• **What to work on**
Among the lines below, a stretch begins at the one with "Write the network" and ends at the one with "Build a routing". Repeat that stretch exactly, ends included.

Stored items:
+++

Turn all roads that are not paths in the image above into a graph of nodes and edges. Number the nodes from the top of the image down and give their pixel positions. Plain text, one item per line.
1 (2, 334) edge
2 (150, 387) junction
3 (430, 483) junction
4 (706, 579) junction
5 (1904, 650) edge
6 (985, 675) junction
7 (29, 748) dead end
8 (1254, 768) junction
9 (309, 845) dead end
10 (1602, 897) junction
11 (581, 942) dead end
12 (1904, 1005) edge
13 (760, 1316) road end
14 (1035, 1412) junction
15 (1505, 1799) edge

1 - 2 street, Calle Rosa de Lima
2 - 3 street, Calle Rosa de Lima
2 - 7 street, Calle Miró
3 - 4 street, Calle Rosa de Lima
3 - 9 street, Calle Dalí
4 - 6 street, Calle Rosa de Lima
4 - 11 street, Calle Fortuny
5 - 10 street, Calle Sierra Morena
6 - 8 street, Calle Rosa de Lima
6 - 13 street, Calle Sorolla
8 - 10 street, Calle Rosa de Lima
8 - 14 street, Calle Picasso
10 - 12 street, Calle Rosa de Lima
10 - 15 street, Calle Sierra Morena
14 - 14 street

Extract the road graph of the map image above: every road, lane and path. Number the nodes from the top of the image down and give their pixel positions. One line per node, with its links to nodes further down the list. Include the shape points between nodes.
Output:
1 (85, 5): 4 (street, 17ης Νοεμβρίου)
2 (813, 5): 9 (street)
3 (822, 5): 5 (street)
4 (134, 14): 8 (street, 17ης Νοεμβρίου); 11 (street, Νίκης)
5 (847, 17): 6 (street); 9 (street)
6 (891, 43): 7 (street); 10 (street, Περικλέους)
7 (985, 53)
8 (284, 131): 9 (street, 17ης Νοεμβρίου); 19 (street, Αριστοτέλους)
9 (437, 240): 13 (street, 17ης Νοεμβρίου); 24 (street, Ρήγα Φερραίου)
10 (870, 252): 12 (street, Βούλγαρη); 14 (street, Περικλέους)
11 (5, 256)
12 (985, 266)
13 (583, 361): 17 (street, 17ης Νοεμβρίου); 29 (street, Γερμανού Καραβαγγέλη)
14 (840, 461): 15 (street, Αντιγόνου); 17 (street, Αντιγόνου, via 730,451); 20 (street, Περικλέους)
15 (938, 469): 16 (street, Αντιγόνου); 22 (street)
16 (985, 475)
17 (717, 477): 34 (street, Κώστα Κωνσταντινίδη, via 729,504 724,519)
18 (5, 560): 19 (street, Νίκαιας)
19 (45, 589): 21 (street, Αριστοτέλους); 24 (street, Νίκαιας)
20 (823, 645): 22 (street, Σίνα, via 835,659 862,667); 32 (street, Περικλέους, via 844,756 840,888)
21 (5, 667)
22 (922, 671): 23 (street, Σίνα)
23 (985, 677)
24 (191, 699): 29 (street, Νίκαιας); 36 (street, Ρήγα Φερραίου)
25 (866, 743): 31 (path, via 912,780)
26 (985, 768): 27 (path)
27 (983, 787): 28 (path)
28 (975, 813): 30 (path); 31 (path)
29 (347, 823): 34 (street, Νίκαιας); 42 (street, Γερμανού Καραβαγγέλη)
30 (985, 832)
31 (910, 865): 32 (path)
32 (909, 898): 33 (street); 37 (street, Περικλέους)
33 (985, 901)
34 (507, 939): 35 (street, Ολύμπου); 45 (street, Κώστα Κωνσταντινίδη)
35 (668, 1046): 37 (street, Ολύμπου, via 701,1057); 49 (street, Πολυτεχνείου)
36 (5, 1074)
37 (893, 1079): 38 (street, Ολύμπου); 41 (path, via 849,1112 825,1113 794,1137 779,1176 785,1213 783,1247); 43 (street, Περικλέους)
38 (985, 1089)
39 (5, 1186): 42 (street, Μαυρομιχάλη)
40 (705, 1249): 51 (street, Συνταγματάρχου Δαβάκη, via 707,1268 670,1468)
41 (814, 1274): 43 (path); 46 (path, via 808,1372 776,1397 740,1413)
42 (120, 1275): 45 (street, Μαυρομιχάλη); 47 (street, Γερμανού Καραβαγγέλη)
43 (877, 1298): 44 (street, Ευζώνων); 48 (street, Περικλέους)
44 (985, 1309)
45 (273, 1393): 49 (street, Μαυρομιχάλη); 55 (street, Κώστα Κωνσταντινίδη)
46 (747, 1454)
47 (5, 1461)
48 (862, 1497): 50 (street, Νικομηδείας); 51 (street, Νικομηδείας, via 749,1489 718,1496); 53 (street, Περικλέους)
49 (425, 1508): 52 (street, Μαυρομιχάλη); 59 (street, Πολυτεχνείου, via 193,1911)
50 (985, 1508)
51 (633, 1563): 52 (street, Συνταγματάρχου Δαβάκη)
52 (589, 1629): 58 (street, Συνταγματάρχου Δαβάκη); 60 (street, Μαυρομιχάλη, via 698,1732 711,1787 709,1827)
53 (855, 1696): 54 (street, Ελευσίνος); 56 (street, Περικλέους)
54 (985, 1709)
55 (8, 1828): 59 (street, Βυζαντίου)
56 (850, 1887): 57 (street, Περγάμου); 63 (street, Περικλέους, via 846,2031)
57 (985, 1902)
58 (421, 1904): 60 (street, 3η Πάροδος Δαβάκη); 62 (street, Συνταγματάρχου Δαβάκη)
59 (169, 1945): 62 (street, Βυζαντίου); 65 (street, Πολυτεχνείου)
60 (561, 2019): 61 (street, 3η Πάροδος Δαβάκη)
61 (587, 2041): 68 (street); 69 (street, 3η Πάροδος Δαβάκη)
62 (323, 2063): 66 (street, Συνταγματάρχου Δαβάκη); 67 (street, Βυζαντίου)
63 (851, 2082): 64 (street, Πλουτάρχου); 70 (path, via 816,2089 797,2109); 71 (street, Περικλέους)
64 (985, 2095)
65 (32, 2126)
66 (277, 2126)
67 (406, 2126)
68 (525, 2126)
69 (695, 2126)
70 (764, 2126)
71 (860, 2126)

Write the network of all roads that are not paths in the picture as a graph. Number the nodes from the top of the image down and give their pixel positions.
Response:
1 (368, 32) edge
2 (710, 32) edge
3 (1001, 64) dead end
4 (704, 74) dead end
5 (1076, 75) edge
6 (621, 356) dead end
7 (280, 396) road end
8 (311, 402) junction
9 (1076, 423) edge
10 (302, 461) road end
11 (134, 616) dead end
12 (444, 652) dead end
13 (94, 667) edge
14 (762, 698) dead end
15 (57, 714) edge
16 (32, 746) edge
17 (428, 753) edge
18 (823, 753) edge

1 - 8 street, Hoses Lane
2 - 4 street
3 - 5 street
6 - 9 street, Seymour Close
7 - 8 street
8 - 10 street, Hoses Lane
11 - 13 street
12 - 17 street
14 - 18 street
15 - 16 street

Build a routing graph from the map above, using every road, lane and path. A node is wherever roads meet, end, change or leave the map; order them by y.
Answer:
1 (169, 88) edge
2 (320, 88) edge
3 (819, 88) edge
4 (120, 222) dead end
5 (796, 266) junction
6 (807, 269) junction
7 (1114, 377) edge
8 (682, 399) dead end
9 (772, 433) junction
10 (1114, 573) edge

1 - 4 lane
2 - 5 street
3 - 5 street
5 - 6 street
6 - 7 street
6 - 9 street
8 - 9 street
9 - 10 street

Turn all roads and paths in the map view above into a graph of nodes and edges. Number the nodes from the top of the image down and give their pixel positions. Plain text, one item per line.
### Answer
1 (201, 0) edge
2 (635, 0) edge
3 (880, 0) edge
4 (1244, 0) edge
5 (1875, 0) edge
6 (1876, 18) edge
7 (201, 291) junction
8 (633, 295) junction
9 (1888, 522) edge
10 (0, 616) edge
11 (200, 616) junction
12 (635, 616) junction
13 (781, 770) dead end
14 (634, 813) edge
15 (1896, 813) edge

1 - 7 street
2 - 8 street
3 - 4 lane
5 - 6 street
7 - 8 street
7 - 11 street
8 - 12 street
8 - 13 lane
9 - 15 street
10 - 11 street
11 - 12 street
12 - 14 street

+++

• **Solved problem**
Write the network of all roads that are not paths in the picture as a graph. Number the nodes from the top of the image down and give their pixel positions.
Response:
1 (368, 32) edge
2 (710, 32) edge
3 (1001, 64) dead end
4 (704, 74) dead end
5 (1076, 75) edge
6 (621, 356) dead end
7 (280, 396) road end
8 (311, 402) junction
9 (1076, 423) edge
10 (302, 461) road end
11 (134, 616) dead end
12 (444, 652) dead end
13 (94, 667) edge
14 (762, 698) dead end
15 (57, 714) edge
16 (32, 746) edge
17 (428, 753) edge
18 (823, 753) edge

1 - 8 street, Hoses Lane
2 - 4 street
3 - 5 street
6 - 9 street, Seymour Close
7 - 8 street
8 - 10 street, Hoses Lane
11 - 13 street
12 - 17 street
14 - 18 street
15 - 16 street

Build a routing graph from the map above, using every road, lane and path. A node is wherever roads meet, end, change or leave the map; order them by y.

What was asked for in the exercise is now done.